• PROVIDED DATA:
+++
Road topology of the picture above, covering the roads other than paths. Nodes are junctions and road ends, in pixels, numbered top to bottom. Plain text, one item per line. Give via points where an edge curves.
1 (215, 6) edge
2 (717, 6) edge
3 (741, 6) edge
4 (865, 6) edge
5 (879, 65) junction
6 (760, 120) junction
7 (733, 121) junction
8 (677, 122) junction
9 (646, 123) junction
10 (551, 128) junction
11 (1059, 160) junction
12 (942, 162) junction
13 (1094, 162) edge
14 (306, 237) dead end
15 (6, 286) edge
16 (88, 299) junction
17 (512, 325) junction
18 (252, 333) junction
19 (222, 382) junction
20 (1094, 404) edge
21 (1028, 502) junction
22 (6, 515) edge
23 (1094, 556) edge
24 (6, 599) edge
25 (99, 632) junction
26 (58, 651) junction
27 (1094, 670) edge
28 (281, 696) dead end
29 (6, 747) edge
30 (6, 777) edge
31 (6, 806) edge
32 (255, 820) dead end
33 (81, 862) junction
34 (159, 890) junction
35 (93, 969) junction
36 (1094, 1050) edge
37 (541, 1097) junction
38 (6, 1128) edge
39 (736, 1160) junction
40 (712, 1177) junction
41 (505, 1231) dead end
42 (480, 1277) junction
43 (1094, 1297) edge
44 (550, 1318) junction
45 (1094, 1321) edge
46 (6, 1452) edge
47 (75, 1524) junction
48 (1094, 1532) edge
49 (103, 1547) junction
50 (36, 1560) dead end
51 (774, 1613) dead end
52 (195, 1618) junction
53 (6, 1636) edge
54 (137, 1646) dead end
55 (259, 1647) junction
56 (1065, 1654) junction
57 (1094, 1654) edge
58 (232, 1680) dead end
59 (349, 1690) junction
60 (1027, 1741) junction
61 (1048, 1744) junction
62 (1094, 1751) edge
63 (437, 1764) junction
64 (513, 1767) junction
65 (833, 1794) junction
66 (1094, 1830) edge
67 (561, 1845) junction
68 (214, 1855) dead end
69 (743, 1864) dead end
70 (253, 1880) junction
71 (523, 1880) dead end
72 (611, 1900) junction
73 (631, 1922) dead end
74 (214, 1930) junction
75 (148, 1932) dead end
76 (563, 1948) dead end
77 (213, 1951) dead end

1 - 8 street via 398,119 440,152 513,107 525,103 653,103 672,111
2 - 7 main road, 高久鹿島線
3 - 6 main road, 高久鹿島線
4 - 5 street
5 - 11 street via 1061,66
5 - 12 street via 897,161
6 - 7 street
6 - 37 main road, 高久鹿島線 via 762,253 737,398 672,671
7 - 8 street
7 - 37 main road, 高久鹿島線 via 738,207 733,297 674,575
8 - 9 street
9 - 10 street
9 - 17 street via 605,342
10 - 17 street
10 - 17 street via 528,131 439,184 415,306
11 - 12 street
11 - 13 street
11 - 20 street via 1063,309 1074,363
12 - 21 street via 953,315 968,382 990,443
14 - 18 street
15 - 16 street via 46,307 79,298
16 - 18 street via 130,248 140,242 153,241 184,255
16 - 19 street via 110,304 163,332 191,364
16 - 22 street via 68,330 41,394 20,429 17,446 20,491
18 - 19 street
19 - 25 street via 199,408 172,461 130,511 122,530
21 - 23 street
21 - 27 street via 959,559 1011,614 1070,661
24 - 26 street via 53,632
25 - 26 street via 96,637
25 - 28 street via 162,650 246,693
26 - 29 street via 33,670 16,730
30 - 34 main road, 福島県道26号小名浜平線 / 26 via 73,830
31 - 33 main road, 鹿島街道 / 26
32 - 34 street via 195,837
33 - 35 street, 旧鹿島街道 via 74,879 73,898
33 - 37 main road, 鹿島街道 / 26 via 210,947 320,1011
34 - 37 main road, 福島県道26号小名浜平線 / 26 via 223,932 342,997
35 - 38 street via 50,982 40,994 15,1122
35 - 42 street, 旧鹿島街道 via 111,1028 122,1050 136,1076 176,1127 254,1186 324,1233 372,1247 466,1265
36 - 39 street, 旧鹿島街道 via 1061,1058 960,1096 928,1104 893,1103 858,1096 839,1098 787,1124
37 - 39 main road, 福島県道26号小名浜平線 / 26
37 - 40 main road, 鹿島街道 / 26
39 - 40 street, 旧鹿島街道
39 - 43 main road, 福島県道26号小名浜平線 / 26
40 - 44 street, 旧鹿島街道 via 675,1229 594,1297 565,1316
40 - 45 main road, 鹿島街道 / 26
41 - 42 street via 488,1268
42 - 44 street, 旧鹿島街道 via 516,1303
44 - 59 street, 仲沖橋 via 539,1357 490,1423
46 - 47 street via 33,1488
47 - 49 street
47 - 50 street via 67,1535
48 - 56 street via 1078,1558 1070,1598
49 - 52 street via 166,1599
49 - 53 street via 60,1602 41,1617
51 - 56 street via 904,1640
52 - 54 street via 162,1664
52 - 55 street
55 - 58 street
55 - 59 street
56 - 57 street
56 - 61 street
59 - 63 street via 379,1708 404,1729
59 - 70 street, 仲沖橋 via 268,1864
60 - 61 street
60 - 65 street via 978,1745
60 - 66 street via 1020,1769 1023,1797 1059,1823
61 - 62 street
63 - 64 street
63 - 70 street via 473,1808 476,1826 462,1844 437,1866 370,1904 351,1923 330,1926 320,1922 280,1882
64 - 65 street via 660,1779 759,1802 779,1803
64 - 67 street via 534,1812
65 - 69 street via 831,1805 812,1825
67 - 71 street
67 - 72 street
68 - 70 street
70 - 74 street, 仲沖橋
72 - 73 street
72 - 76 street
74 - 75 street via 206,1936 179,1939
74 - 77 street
+++
• AIM OF THE EXERCISE:
For every line in the data above that holds "main", return the line itself.

• SOLUTION TO THIS PROBLEM:
2 - 7 main road, 高久鹿島線
3 - 6 main road, 高久鹿島線
6 - 37 main road, 高久鹿島線 via 762,253 737,398 672,671
7 - 37 main road, 高久鹿島線 via 738,207 733,297 674,575
30 - 34 main road, 福島県道26号小名浜平線 / 26 via 73,830
31 - 33 main road, 鹿島街道 / 26
33 - 37 main road, 鹿島街道 / 26 via 210,947 320,1011
34 - 37 main road, 福島県道26号小名浜平線 / 26 via 223,932 342,997
37 - 39 main road, 福島県道26号小名浜平線 / 26
37 - 40 main road, 鹿島街道 / 26
39 - 43 main road, 福島県道26号小名浜平線 / 26
40 - 45 main road, 鹿島街道 / 26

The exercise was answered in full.